# BFP after BFN on OTD?



## Hopefulat35 (Jan 28, 2012)

Hi got BFN today which was OTD after 3dt. I emailed our clinic and was told they are surprised it was negative so keep going on meds and keep testing with first wee over weekend. 

Has anyone had or heard of BFN on OTD and then got a BFP a few days later?

Thanks


----------



## staceysm (Nov 18, 2010)

Hi Hopeful,

Yes it does happen, although rare.  I have seen about a handful in my time on these boards.

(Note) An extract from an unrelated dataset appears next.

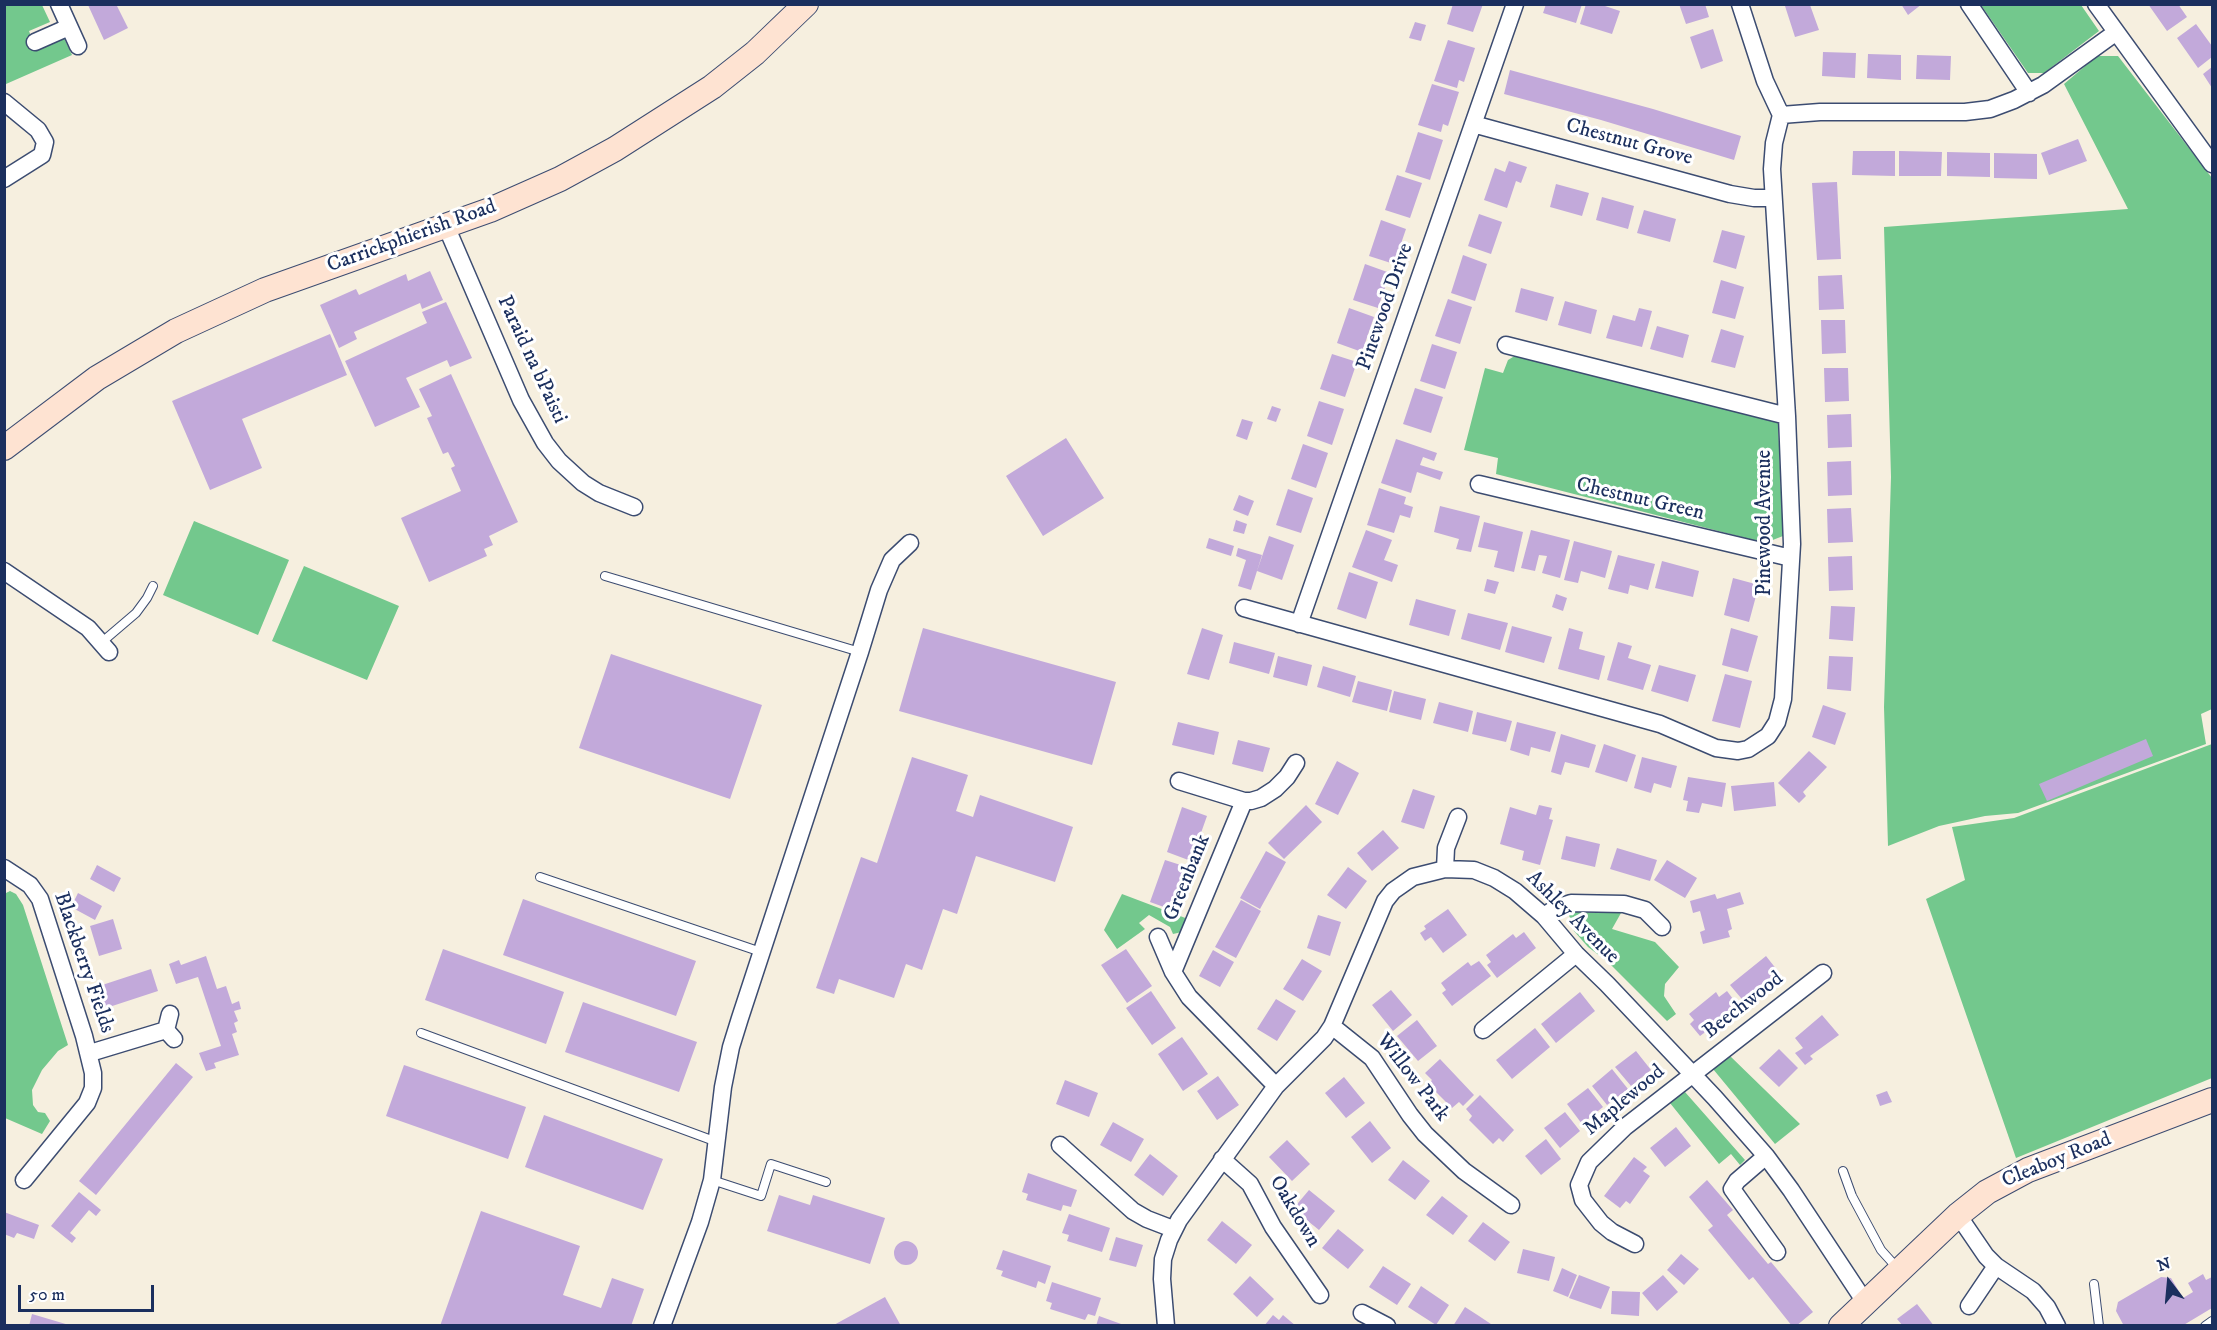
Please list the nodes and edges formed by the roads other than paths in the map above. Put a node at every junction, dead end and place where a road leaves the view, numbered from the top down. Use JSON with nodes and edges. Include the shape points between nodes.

I presume that's why your clinic are asking you to retest.

Good luck
Stacey


----------



## Hopefulat35 (Jan 28, 2012)

Thanks Stacey yes clinic said to stay on meds and retest as couldn't believe we got a negative. X


----------



## Just40 (Apr 28, 2012)

Keep fingers and toes crossed. Has af shown ?

İ am bleeding and dont know if i should still go for my blood test.


----------



## Mandy39 (Jun 11, 2012)

So sorry to hear that fayec sending you big hugs!!
Just40 you need to go for blood test as you never know honey good luck x


----------



## Hopefulat35 (Jan 28, 2012)

Hi just40. No no AF yet for me. Still on all meds so guess it wouldn't come? I'm hoping there must be hope or clinic wouldn't say keep going but not feeling the hope


----------



## Jen xx (Mar 14, 2011)

It is possible hun,if I remember correctly that happened one of the moderators on here!!good luck

Jenna xx


----------



## Martha Moo (Jan 30, 2004)

Hi

Yes it was me that it happened to

and my wee one is now 4 

I almost didnt go for the blood test, DH convinced me i needed to for closure and despite bfn on HPT the blood test was a BFP and day after i had BFP on HPT

I did bleed about day 10-12 dpo 

Donna Marie


----------



## Hopefulat35 (Jan 28, 2012)

Wow congratulations and thanks for the hope!

I've not got a blood test booked, I'm relying purely on the pee sticks. Not testing today, going to wait til tomorrow. 

Thanks again
Hopeful


----------